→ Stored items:
↓

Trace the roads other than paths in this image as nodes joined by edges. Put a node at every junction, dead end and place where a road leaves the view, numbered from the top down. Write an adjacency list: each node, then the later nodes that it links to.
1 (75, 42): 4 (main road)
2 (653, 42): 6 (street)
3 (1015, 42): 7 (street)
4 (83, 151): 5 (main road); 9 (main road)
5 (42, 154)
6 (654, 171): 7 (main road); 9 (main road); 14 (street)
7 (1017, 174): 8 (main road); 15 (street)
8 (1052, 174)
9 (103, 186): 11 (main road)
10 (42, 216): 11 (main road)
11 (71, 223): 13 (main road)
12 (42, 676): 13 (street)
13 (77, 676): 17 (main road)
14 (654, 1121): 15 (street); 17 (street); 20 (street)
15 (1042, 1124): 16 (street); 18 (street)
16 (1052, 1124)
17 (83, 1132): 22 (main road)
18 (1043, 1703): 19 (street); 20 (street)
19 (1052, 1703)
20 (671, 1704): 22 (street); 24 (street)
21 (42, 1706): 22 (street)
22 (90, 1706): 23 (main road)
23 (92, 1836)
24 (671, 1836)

↑

→ WORK ITEM: Produce an exact copy of the entries above.

→ ANSWER:
Trace the roads other than paths in this image as nodes joined by edges. Put a node at every junction, dead end and place where a road leaves the view, numbered from the top down. Write an adjacency list: each node, then the later nodes that it links to.
1 (75, 42): 4 (main road)
2 (653, 42): 6 (street)
3 (1015, 42): 7 (street)
4 (83, 151): 5 (main road); 9 (main road)
5 (42, 154)
6 (654, 171): 7 (main road); 9 (main road); 14 (street)
7 (1017, 174): 8 (main road); 15 (street)
8 (1052, 174)
9 (103, 186): 11 (main road)
10 (42, 216): 11 (main road)
11 (71, 223): 13 (main road)
12 (42, 676): 13 (street)
13 (77, 676): 17 (main road)
14 (654, 1121): 15 (street); 17 (street); 20 (street)
15 (1042, 1124): 16 (street); 18 (street)
16 (1052, 1124)
17 (83, 1132): 22 (main road)
18 (1043, 1703): 19 (street); 20 (street)
19 (1052, 1703)
20 (671, 1704): 22 (street); 24 (street)
21 (42, 1706): 22 (street)
22 (90, 1706): 23 (main road)
23 (92, 1836)
24 (671, 1836)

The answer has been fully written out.